## BRIEF
Lines below that include the word "McDonald" should each be copied.

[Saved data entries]
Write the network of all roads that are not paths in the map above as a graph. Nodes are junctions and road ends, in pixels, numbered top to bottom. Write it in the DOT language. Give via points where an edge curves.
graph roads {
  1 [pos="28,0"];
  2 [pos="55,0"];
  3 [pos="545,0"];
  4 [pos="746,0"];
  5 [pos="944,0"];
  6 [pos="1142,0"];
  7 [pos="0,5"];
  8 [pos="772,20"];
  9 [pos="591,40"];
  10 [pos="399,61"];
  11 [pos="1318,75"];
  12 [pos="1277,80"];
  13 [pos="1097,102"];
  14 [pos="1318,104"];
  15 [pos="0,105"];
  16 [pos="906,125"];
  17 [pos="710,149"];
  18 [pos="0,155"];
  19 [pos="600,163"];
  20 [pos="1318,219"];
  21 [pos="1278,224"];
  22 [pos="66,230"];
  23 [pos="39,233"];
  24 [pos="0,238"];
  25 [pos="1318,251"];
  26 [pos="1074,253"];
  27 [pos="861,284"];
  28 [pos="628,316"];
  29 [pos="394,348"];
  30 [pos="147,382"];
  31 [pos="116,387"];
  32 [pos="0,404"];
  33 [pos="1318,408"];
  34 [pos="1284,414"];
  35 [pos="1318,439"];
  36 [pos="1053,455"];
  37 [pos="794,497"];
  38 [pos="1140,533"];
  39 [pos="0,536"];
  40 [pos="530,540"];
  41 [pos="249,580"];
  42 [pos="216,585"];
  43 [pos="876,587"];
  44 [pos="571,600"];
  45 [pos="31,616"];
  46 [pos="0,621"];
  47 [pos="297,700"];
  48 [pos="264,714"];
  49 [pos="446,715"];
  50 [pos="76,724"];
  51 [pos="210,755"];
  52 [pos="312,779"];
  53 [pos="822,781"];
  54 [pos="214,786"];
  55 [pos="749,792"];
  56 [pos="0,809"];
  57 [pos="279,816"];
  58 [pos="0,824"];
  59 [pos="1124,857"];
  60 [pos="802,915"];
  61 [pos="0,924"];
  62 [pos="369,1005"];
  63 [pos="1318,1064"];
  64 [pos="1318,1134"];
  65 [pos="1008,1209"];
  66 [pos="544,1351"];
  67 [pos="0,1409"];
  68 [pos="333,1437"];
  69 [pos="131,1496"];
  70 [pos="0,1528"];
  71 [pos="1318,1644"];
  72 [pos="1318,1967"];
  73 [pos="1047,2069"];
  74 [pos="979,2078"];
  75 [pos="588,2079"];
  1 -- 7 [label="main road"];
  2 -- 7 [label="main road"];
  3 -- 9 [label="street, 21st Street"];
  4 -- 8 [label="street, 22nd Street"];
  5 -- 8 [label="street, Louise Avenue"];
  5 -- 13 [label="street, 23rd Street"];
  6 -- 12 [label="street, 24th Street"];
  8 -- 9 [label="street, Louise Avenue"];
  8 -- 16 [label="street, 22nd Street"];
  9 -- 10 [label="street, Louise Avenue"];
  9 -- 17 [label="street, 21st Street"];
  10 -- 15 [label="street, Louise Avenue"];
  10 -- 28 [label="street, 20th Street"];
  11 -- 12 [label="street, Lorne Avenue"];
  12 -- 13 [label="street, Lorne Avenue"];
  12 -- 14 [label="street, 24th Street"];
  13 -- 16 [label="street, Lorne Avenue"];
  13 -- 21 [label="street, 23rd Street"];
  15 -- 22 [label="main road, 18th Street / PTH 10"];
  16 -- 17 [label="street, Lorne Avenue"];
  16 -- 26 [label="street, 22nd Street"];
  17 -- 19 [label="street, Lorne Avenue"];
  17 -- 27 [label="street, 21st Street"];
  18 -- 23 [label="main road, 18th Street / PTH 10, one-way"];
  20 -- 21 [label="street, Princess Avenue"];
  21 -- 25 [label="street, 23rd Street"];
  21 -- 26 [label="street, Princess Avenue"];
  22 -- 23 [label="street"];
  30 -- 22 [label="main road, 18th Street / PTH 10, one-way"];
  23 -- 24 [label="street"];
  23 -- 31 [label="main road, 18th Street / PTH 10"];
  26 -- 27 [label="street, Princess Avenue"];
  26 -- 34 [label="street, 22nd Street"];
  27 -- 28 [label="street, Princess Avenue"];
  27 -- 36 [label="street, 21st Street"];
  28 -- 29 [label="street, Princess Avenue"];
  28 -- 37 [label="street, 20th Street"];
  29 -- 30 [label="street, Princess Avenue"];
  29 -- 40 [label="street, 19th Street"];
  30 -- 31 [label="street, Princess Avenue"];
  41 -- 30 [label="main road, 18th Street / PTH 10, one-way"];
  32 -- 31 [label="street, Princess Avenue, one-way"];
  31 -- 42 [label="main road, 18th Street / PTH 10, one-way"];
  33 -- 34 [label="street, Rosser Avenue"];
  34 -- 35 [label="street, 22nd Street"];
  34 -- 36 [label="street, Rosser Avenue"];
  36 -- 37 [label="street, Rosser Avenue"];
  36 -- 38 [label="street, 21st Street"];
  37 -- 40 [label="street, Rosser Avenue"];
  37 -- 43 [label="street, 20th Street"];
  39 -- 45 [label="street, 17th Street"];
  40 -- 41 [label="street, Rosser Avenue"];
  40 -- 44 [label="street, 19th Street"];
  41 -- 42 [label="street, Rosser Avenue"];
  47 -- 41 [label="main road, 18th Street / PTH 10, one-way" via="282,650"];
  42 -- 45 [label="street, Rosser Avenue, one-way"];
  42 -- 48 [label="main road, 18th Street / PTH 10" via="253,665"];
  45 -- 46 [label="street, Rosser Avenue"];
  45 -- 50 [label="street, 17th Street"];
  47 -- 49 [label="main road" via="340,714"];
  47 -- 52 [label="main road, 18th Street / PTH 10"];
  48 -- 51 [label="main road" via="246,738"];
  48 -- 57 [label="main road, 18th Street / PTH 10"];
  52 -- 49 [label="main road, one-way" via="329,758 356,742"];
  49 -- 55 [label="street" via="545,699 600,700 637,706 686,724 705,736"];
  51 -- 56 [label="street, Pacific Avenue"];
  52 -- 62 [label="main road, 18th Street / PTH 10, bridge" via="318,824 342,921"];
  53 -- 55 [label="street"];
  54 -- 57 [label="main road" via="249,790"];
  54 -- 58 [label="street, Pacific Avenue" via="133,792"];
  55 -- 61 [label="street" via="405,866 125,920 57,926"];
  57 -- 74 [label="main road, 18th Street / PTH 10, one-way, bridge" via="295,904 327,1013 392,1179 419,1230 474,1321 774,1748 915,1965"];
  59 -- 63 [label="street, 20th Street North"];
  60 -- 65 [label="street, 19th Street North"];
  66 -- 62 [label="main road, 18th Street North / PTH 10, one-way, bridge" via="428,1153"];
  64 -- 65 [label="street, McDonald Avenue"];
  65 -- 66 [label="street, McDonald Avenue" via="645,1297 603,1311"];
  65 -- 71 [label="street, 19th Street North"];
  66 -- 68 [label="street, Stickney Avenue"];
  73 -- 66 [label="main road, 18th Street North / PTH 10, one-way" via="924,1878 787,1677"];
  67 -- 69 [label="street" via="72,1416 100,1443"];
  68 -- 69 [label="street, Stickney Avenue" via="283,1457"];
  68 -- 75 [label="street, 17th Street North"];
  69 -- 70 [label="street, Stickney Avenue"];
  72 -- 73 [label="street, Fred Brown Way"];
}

## RESULT OF THE EXERCISE
  64 -- 65 [label="street, McDonald Avenue"];
  65 -- 66 [label="street, McDonald Avenue" via="645,1297 603,1311"];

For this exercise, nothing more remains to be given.